Recent studies have demonstrated that both chromium (VI) and cadmium (II) induce an oxidative stress, as determined by increased hepatic lipid peroxidation, hepatic glutathione depletion, hepatic nuclear DNA damage, and excretion of urinary lipid metabolites. However, whether chronic exposure to low levels of Cr(VI) and Cd(II) will produce an oxidative stress is not shown. The effects of oral, low (0.05 LD50) doses of sodium dichromate [Cr(VI); 2.5 mg/kg/d] and cadmium chloride [Cd(II); 4.4 mg/kg/d] in water on hepatic and brain mitochondrial and microsomal lipid peroxidation, excretion of urinary lipid metabolites including malondialdehyde, formaldehyde, acetaldehyde and acetone, and hepatic nuclear DNA-single strand breaks (SSB) were examined in female Sprague-Dawley rats over a period of 120 d.
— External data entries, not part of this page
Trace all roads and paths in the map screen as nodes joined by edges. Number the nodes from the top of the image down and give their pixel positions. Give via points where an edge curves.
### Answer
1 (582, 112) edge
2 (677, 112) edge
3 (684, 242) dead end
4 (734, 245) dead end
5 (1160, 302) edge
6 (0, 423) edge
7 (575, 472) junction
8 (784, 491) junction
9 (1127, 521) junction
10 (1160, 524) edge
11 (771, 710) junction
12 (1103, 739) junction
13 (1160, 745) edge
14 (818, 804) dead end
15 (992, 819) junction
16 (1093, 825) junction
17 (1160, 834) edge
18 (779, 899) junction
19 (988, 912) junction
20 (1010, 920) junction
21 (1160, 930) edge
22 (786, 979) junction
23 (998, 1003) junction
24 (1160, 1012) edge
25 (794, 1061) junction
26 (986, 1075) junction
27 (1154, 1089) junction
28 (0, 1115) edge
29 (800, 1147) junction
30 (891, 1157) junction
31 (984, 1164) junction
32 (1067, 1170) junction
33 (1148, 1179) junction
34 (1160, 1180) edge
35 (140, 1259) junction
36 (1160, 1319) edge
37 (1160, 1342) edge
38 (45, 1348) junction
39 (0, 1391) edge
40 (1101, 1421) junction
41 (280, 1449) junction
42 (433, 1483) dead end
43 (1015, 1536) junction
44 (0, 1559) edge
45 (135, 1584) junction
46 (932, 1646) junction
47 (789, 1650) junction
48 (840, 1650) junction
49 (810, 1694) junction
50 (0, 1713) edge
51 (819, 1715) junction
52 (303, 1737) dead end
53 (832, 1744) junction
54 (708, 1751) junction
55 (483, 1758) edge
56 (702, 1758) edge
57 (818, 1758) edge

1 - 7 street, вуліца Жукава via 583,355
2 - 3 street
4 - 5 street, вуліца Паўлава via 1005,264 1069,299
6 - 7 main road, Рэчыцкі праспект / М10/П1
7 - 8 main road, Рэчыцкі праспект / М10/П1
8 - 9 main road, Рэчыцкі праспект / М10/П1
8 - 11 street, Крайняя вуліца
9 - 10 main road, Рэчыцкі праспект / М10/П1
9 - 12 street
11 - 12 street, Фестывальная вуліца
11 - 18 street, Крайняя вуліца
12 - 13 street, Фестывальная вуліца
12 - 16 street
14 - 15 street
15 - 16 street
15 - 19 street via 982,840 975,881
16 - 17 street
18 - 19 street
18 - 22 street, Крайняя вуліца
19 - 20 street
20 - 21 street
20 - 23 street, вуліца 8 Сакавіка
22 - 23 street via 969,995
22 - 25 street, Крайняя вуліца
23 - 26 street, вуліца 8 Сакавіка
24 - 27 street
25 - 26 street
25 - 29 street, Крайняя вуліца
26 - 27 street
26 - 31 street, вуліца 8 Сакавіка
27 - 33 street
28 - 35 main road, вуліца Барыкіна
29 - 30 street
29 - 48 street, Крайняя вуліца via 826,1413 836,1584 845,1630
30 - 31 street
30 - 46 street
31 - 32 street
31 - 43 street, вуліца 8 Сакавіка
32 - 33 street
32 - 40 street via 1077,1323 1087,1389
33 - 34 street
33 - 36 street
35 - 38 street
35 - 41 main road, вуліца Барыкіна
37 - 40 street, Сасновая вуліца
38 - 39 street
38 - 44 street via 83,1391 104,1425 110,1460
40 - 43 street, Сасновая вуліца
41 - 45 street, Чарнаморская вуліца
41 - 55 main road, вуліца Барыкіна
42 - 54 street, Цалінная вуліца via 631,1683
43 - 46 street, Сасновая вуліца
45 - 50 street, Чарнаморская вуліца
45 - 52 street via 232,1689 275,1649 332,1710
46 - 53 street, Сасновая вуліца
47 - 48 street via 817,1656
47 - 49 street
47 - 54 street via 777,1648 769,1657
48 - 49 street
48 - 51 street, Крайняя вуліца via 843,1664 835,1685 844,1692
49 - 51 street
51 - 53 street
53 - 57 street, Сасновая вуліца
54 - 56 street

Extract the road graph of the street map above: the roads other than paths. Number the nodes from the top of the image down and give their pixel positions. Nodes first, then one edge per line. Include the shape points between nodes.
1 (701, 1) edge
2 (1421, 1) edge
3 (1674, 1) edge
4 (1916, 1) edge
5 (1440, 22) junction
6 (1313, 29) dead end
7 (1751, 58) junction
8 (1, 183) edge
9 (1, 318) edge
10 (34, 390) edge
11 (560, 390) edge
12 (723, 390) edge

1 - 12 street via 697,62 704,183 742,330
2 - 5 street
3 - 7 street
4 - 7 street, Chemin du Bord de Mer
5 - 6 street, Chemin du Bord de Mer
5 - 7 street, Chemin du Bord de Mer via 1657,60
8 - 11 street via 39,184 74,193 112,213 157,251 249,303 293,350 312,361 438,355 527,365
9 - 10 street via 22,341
The animals were treated daily using an intragastric feeding needle. Maximum increases in hepatic and brain lipid peroxidation were observed between 60 and 75 d of treatment with both cations. Following Cr(VI) administration for 75 d, maximum increases in the urinary excretion of malondialdehyde, formaldehyde, acetaldehyde, and acetone were 2.1-, 1.8-, 2.1-, and 2.1-fold, respectively, while under the same conditions involving Cd(II) administration approximately 1.8-, 1.5-, 1.9-, and 1.5-fold increases were observed, respectively, as compared to control values. Following administration of Cr(VI) and Cd(II) for 75 d, approximately 2.4- and 3.8-fold increases in hepatic nuclear DNA-SSB were observed, respectively, while approximately 1.3- and 2.0-fold increases in brain nuclear DNA-SSB were observed, respectively. The results clearly indicate that low dose chronic administration of sodium dichromate and cadmium chloride induces an oxidative stress resulting in tissue damaging effects that may contribute to the toxicity and carcinogenicity of these two cations.